Task requirements:
Return the data given below exactly as it appears.

--- Entries shown Enclosed Below ---

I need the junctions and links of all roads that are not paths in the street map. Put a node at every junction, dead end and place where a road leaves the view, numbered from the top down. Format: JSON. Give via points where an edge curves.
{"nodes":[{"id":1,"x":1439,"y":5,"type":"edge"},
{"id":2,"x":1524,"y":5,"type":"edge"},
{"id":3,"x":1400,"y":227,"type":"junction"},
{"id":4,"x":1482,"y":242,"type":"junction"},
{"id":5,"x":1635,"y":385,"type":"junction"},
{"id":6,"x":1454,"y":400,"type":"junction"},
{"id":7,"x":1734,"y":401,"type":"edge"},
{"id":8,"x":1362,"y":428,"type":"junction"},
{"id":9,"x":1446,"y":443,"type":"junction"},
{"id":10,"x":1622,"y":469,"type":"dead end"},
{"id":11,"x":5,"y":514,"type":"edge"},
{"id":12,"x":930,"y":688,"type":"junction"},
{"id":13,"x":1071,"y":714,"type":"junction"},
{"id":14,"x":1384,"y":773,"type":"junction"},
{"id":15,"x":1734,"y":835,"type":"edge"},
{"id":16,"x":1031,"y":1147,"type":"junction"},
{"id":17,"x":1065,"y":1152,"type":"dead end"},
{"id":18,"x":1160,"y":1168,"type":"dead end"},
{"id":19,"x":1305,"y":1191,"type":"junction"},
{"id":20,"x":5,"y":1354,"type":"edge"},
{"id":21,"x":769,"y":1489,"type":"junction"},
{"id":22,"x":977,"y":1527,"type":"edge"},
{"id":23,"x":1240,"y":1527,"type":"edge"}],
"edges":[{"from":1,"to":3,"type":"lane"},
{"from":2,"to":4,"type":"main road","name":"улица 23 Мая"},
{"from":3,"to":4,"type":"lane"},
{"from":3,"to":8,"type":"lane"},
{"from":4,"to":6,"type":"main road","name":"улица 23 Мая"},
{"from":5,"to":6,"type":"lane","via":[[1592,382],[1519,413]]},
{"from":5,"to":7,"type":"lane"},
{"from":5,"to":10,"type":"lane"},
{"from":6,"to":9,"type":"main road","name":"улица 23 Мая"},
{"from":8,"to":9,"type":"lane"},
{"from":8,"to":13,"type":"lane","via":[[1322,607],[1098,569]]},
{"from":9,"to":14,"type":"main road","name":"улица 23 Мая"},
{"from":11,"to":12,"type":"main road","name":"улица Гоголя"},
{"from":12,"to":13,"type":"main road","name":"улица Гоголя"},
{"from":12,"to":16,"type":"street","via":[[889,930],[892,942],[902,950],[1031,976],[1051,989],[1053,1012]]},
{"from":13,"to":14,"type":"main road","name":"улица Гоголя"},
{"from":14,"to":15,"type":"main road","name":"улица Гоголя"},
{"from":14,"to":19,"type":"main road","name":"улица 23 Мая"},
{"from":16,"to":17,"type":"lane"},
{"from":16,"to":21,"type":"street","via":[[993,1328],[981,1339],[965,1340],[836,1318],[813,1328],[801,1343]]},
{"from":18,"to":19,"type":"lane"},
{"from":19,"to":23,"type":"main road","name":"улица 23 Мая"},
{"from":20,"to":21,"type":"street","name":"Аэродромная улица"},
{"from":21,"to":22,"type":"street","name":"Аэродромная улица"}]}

--- End of Enclosed Entries shown ---

Solution:
I need the junctions and links of all roads that are not paths in the street map. Put a node at every junction, dead end and place where a road leaves the view, numbered from the top down. Format: JSON. Give via points where an edge curves.
{"nodes":[{"id":1,"x":1439,"y":5,"type":"edge"},
{"id":2,"x":1524,"y":5,"type":"edge"},
{"id":3,"x":1400,"y":227,"type":"junction"},
{"id":4,"x":1482,"y":242,"type":"junction"},
{"id":5,"x":1635,"y":385,"type":"junction"},
{"id":6,"x":1454,"y":400,"type":"junction"},
{"id":7,"x":1734,"y":401,"type":"edge"},
{"id":8,"x":1362,"y":428,"type":"junction"},
{"id":9,"x":1446,"y":443,"type":"junction"},
{"id":10,"x":1622,"y":469,"type":"dead end"},
{"id":11,"x":5,"y":514,"type":"edge"},
{"id":12,"x":930,"y":688,"type":"junction"},
{"id":13,"x":1071,"y":714,"type":"junction"},
{"id":14,"x":1384,"y":773,"type":"junction"},
{"id":15,"x":1734,"y":835,"type":"edge"},
{"id":16,"x":1031,"y":1147,"type":"junction"},
{"id":17,"x":1065,"y":1152,"type":"dead end"},
{"id":18,"x":1160,"y":1168,"type":"dead end"},
{"id":19,"x":1305,"y":1191,"type":"junction"},
{"id":20,"x":5,"y":1354,"type":"edge"},
{"id":21,"x":769,"y":1489,"type":"junction"},
{"id":22,"x":977,"y":1527,"type":"edge"},
{"id":23,"x":1240,"y":1527,"type":"edge"}],
"edges":[{"from":1,"to":3,"type":"lane"},
{"from":2,"to":4,"type":"main road","name":"улица 23 Мая"},
{"from":3,"to":4,"type":"lane"},
{"from":3,"to":8,"type":"lane"},
{"from":4,"to":6,"type":"main road","name":"улица 23 Мая"},
{"from":5,"to":6,"type":"lane","via":[[1592,382],[1519,413]]},
{"from":5,"to":7,"type":"lane"},
{"from":5,"to":10,"type":"lane"},
{"from":6,"to":9,"type":"main road","name":"улица 23 Мая"},
{"from":8,"to":9,"type":"lane"},
{"from":8,"to":13,"type":"lane","via":[[1322,607],[1098,569]]},
{"from":9,"to":14,"type":"main road","name":"улица 23 Мая"},
{"from":11,"to":12,"type":"main road","name":"улица Гоголя"},
{"from":12,"to":13,"type":"main road","name":"улица Гоголя"},
{"from":12,"to":16,"type":"street","via":[[889,930],[892,942],[902,950],[1031,976],[1051,989],[1053,1012]]},
{"from":13,"to":14,"type":"main road","name":"улица Гоголя"},
{"from":14,"to":15,"type":"main road","name":"улица Гоголя"},
{"from":14,"to":19,"type":"main road","name":"улица 23 Мая"},
{"from":16,"to":17,"type":"lane"},
{"from":16,"to":21,"type":"street","via":[[993,1328],[981,1339],[965,1340],[836,1318],[813,1328],[801,1343]]},
{"from":18,"to":19,"type":"lane"},
{"from":19,"to":23,"type":"main road","name":"улица 23 Мая"},
{"from":20,"to":21,"type":"street","name":"Аэродромная улица"},
{"from":21,"to":22,"type":"street","name":"Аэродромная улица"}]}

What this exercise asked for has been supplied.